The Role of Substitutes

By | April 10, 2015

It’s no secret that every athlete wants to maximize the time they are able to play the sport they love. And what is the best way to maximize time on the pitch? Starting the game and controlling your level of play. After all, who wants to spend time on the bench, especially in the context of professional soccer where there are strict rules relating to substitutions? Teams are only permitted three substitutions per game, and once a player is on the bench, they are not permitted to return [1]. This can be a very stressful constriction, as players not wanting to be prohibited from returning to the game often play through an assortment of injuries. Many are calling for a reform in the substitution rules to incentivize players to pay attention to their injuries [2]. Nevertheless, coaches must use their substitutions very carefully, saving them for either injuries or strategic infusions of energy.

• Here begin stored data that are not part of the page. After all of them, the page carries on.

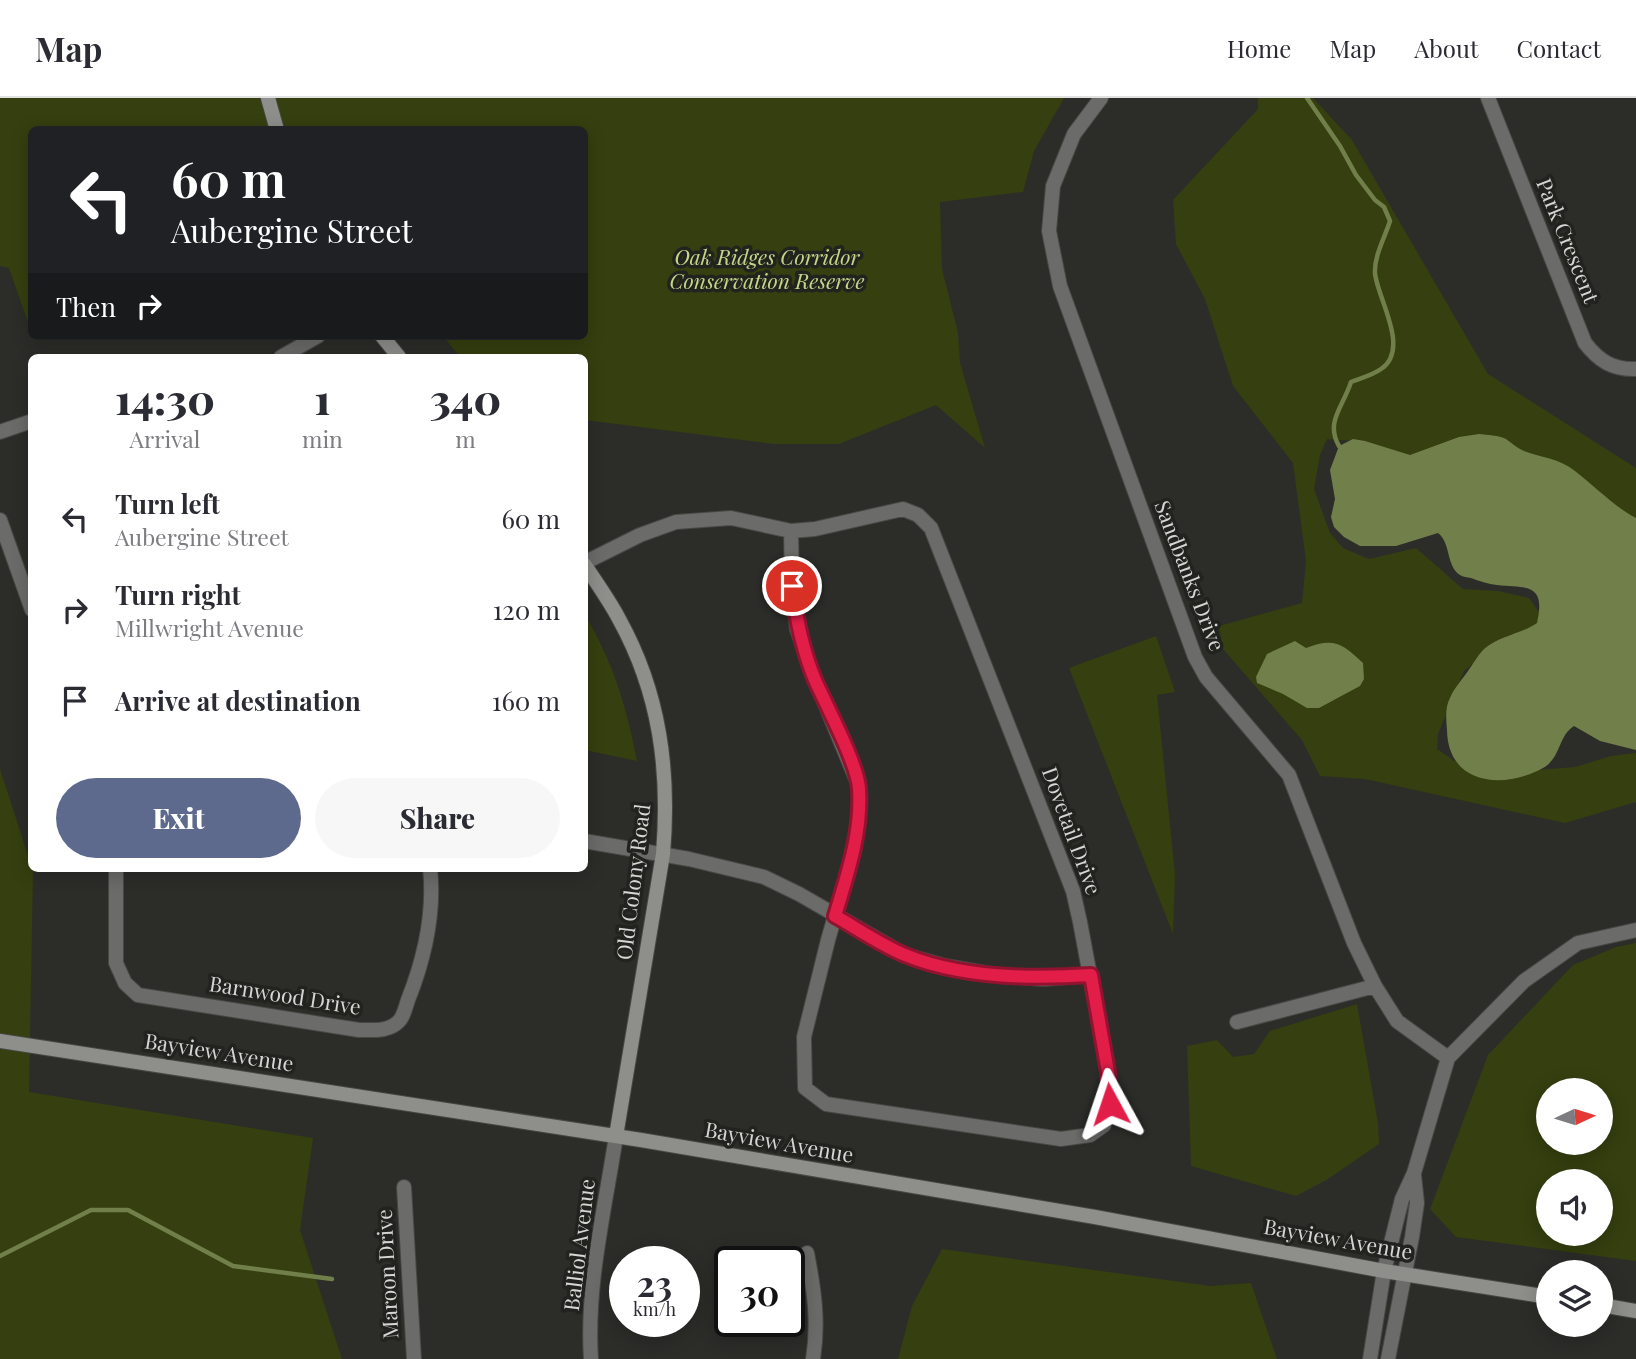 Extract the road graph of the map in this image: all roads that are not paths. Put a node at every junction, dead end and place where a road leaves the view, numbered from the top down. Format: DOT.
graph roads {
  1 [pos="268,98"];
  2 [pos="1101,98"];
  3 [pos="1488,98"];
  4 [pos="276,126"];
  5 [pos="311,340"];
  6 [pos="385,340"];
  7 [pos="286,354"];
  8 [pos="397,354"];
  9 [pos="1636,369"];
  10 [pos="28,423"];
  11 [pos="0,432"];
  12 [pos="0,520"];
  13 [pos="791,531"];
  14 [pos="588,562"];
  15 [pos="588,570"];
  16 [pos="28,599"];
  17 [pos="588,842"];
  18 [pos="663,854"];
  19 [pos="116,872"];
  20 [pos="430,872"];
  21 [pos="835,916"];
  22 [pos="1636,930"];
  23 [pos="1091,975"];
  24 [pos="1375,986"];
  25 [pos="1237,1022"];
  26 [pos="0,1041"];
  27 [pos="1448,1058"];
  28 [pos="616,1136"];
  29 [pos="1414,1174"];
  30 [pos="404,1186"];
  31 [pos="807,1253"];
  32 [pos="1384,1270"];
  33 [pos="1404,1273"];
  34 [pos="1536,1295"];
  35 [pos="1613,1307"];
  36 [pos="1636,1311"];
  37 [pos="414,1359"];
  38 [pos="591,1359"];
  39 [pos="813,1359"];
  40 [pos="1370,1359"];
  41 [pos="1388,1359"];
  1 -- 4 [label="main road"];
  2 -- 24 [label="street, Sandbanks Drive"];
  3 -- 9 [label="street, Park Crescent"];
  5 -- 7 [label="street"];
  6 -- 8 [label="main road"];
  10 -- 11 [label="street"];
  12 -- 16 [label="street"];
  13 -- 14 [label="street, Dovetail Drive"];
  13 -- 21 [label="street"];
  13 -- 23 [label="street, Dovetail Drive"];
  15 -- 18 [label="main road, Old Colony Road"];
  17 -- 18 [label="street"];
  18 -- 21 [label="street"];
  18 -- 28 [label="main road, Old Colony Road"];
  19 -- 20 [label="street, Barnwood Drive"];
  21 -- 23 [label="street"];
  21 -- 23 [label="street, Dovetail Drive"];
  22 -- 27 [label="street"];
  24 -- 25 [label="street"];
  24 -- 27 [label="street, Sandbanks Drive"];
  26 -- 28 [label="main road, Bayview Avenue"];
  27 -- 29 [label="street"];
  28 -- 32 [label="main road, Bayview Avenue"];
  28 -- 38 [label="street, Balliol Avenue"];
  29 -- 32 [label="street"];
  29 -- 33 [label="street"];
  30 -- 37 [label="street, Maroon Drive"];
  31 -- 39 [label="street"];
  32 -- 33 [label="main road, Bayview Avenue"];
  32 -- 40 [label="street"];
  33 -- 34 [label="main road, Bayview Avenue"];
  33 -- 41 [label="street"];
  35 -- 36 [label="main road"];
} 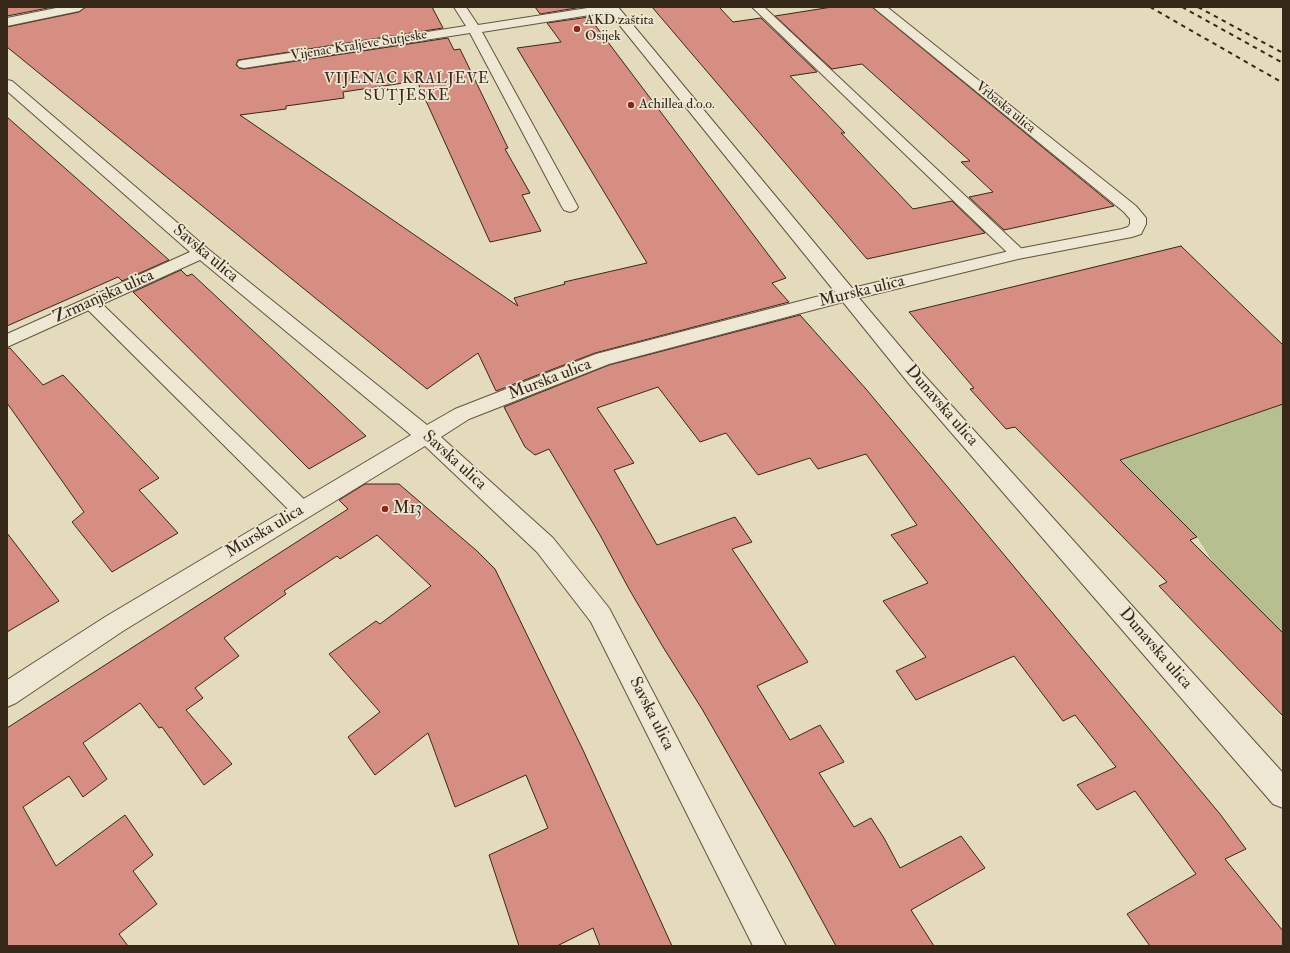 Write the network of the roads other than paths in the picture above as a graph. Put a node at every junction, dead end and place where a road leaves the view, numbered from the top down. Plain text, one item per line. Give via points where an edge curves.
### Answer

As my youth coaches coined it, adding a “fresh pair of legs” toward the end of the game can be the difference between a win and a loss. Many games in major tournaments have been decided by the goal of a player coming off the bench. Let’s appreciate some of the most important goals scored by substitutes in recent years.


Goal #1: 2014 World Cup Final

Germany versus Argentina

Goal Scored by: Mario Götze

Götze scored in the 113th minute of the 2014 World Cup Final in order to give Germany the 1-0 lead [3]. Interestingly enough, the assist for the goal also went to a fellow substitute, André Schürrle, who entered in the 33rd minute for Christoph Kramer. Götze’s goal showed immense skill, as he used his chest to trap the ball and proceeded to volley the ball past the keeper into the opposite side netting. Götze replaced Klose (one of my personal favorite German players) in the 88th minute, giving the German side an extra burst of speed for overtime. From a television perspective, the fact that this goal was scored almost immediately after Schweinsteiger had to exit the field due to a bleeding cut on his face is comical, as they barely had time to return to the live feed before the goal was scored.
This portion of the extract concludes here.